== Task statement ==
Scan the listing beneath this sentence. Report each line with the word "Ligu".

== Information supplied ==
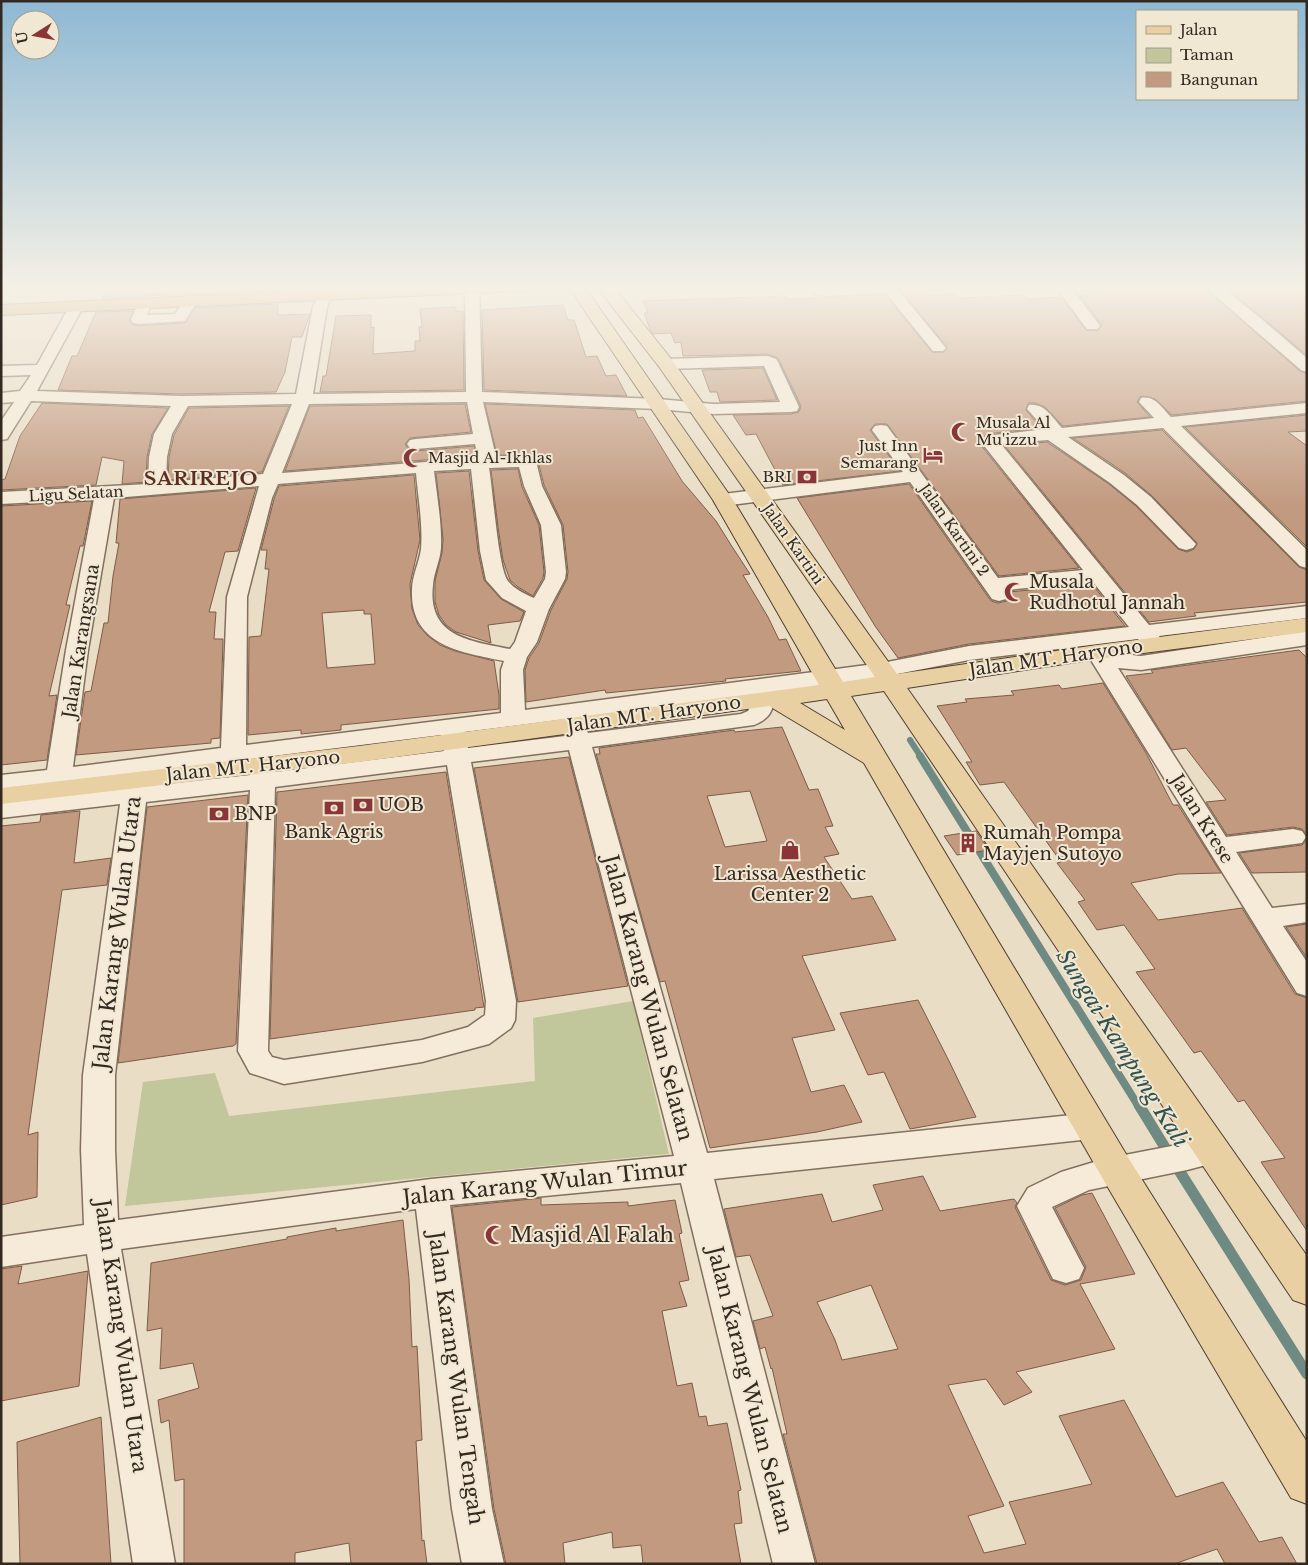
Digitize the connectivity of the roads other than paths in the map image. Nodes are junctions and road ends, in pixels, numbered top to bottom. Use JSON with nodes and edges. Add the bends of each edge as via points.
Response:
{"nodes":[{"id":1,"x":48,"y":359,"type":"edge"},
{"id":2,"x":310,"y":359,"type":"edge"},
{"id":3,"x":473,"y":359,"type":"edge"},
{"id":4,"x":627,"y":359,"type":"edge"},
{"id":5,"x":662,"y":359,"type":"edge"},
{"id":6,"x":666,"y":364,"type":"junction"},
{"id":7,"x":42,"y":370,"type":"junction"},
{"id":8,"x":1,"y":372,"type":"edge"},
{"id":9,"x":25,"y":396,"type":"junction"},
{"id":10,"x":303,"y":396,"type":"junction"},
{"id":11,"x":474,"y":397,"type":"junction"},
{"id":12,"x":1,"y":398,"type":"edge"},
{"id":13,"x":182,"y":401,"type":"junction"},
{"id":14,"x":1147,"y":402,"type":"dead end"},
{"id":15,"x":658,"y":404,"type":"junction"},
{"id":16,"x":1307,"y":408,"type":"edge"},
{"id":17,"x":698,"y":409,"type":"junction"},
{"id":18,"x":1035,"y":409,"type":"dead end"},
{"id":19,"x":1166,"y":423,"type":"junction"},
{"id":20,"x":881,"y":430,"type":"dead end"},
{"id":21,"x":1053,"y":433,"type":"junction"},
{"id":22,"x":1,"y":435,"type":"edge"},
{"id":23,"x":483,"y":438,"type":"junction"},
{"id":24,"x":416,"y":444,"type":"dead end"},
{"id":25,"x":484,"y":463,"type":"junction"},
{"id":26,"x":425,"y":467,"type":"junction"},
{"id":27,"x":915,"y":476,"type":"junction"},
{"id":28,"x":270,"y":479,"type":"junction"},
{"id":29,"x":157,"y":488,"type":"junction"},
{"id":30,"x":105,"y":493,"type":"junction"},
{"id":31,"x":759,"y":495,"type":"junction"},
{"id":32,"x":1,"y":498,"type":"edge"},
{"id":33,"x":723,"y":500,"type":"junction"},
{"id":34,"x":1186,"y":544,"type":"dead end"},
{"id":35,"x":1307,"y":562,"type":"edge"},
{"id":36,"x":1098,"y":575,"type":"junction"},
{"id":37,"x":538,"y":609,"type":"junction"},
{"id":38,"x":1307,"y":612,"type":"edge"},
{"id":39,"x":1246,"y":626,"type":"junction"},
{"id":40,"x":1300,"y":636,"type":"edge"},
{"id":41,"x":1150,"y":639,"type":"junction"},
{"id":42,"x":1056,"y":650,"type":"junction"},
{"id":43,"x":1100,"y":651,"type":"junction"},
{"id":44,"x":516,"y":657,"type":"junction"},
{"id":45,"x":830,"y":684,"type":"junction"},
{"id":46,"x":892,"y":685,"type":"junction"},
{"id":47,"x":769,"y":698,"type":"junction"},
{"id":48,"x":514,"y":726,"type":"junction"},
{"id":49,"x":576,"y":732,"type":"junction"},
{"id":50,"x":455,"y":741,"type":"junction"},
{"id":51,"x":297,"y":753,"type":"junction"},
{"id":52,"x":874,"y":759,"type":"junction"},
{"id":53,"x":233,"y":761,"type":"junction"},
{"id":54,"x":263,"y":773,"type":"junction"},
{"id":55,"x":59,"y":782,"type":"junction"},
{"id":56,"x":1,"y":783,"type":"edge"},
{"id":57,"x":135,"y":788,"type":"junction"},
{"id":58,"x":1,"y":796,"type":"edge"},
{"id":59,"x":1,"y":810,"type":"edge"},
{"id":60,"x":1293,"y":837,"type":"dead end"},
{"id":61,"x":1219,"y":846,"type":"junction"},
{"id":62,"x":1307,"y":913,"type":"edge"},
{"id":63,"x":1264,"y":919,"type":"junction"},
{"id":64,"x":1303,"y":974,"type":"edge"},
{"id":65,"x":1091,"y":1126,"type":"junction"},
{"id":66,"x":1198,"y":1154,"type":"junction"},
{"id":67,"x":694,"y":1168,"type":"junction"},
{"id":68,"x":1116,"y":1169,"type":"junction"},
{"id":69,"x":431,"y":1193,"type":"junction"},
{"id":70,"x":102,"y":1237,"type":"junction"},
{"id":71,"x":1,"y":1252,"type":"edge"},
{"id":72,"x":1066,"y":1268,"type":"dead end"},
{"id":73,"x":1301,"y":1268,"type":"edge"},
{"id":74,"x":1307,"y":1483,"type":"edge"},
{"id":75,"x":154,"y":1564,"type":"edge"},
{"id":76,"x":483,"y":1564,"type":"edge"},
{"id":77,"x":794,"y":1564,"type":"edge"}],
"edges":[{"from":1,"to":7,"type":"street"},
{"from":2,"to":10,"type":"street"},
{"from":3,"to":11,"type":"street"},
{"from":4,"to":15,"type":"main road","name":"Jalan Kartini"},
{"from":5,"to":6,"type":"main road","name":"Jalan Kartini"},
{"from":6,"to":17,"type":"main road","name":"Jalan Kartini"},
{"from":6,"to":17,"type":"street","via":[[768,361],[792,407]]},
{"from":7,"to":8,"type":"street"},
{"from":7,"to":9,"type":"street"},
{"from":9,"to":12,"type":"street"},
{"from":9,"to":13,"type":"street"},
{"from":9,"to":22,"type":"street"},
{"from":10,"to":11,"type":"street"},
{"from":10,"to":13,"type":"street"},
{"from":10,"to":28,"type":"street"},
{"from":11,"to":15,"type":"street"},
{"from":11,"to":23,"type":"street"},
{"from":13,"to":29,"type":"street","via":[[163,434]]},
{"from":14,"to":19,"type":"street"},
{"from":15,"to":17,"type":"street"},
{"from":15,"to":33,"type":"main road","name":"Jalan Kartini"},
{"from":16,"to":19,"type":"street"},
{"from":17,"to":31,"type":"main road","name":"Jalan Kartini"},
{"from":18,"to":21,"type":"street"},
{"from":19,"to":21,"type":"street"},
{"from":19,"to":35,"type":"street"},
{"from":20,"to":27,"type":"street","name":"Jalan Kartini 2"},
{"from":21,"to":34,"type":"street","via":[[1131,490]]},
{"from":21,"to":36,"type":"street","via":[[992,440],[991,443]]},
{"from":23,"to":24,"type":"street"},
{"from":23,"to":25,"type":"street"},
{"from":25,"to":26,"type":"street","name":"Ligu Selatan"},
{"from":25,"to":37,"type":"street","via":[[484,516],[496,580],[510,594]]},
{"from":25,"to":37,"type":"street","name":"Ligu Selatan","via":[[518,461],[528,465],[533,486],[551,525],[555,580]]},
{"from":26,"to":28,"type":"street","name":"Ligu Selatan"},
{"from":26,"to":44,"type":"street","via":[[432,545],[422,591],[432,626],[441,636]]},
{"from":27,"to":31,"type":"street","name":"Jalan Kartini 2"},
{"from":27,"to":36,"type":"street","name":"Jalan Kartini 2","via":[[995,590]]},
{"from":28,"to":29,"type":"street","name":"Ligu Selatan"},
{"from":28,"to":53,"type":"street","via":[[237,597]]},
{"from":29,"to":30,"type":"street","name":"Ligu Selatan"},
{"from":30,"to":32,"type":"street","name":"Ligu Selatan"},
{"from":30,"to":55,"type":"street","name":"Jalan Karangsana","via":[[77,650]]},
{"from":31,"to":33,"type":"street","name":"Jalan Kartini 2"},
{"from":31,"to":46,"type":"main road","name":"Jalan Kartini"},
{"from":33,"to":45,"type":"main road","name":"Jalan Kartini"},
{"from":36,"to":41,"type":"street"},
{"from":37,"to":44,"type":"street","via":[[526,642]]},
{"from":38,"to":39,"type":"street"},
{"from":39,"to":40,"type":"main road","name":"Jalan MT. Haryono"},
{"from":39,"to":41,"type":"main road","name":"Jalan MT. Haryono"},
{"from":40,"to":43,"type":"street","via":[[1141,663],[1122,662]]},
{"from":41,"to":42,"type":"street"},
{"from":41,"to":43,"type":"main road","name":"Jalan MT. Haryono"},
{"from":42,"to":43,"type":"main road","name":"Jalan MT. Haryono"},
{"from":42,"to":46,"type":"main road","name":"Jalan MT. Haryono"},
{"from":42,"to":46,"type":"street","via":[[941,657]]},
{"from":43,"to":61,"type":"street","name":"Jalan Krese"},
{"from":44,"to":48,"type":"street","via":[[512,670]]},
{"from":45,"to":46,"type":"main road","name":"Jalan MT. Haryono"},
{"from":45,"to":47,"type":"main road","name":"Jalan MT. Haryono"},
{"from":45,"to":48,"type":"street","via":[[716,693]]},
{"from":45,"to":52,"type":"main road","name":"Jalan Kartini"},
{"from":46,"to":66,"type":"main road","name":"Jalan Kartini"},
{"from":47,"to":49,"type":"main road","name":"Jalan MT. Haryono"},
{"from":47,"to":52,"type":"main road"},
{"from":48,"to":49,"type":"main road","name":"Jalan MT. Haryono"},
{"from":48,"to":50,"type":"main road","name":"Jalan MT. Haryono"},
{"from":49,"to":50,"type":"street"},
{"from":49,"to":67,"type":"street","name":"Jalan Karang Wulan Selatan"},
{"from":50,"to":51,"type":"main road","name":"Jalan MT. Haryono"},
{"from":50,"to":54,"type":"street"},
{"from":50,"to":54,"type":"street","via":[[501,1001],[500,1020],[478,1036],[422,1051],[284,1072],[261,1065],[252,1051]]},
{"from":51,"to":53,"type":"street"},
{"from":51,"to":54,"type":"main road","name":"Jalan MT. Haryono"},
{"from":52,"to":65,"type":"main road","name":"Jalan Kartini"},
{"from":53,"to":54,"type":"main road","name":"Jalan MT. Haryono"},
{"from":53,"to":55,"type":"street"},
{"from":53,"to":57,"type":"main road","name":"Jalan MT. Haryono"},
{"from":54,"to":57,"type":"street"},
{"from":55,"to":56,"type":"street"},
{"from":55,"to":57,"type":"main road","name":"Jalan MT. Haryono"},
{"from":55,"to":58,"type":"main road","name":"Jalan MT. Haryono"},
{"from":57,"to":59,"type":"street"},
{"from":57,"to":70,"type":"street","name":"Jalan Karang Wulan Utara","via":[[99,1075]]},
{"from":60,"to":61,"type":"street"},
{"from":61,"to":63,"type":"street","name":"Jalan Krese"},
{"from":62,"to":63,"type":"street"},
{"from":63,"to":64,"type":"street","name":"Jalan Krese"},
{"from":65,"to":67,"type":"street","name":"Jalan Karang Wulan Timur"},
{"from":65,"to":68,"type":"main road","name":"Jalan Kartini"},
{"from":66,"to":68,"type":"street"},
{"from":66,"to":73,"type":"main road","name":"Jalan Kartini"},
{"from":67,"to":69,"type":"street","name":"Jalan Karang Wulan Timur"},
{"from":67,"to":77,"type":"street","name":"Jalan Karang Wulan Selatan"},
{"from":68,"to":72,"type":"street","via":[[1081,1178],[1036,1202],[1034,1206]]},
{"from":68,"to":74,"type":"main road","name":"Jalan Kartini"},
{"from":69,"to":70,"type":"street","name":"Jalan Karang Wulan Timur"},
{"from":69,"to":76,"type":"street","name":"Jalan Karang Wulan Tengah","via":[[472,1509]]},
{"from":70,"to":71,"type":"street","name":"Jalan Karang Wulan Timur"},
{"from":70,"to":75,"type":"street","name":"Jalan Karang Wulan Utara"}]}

== Result below ==
{"from":25,"to":26,"type":"street","name":"Ligu Selatan"},
{"from":25,"to":37,"type":"street","name":"Ligu Selatan","via":[[518,461],[528,465],[533,486],[551,525],[555,580]]},
{"from":26,"to":28,"type":"street","name":"Ligu Selatan"},
{"from":28,"to":29,"type":"street","name":"Ligu Selatan"},
{"from":29,"to":30,"type":"street","name":"Ligu Selatan"},
{"from":30,"to":32,"type":"street","name":"Ligu Selatan"},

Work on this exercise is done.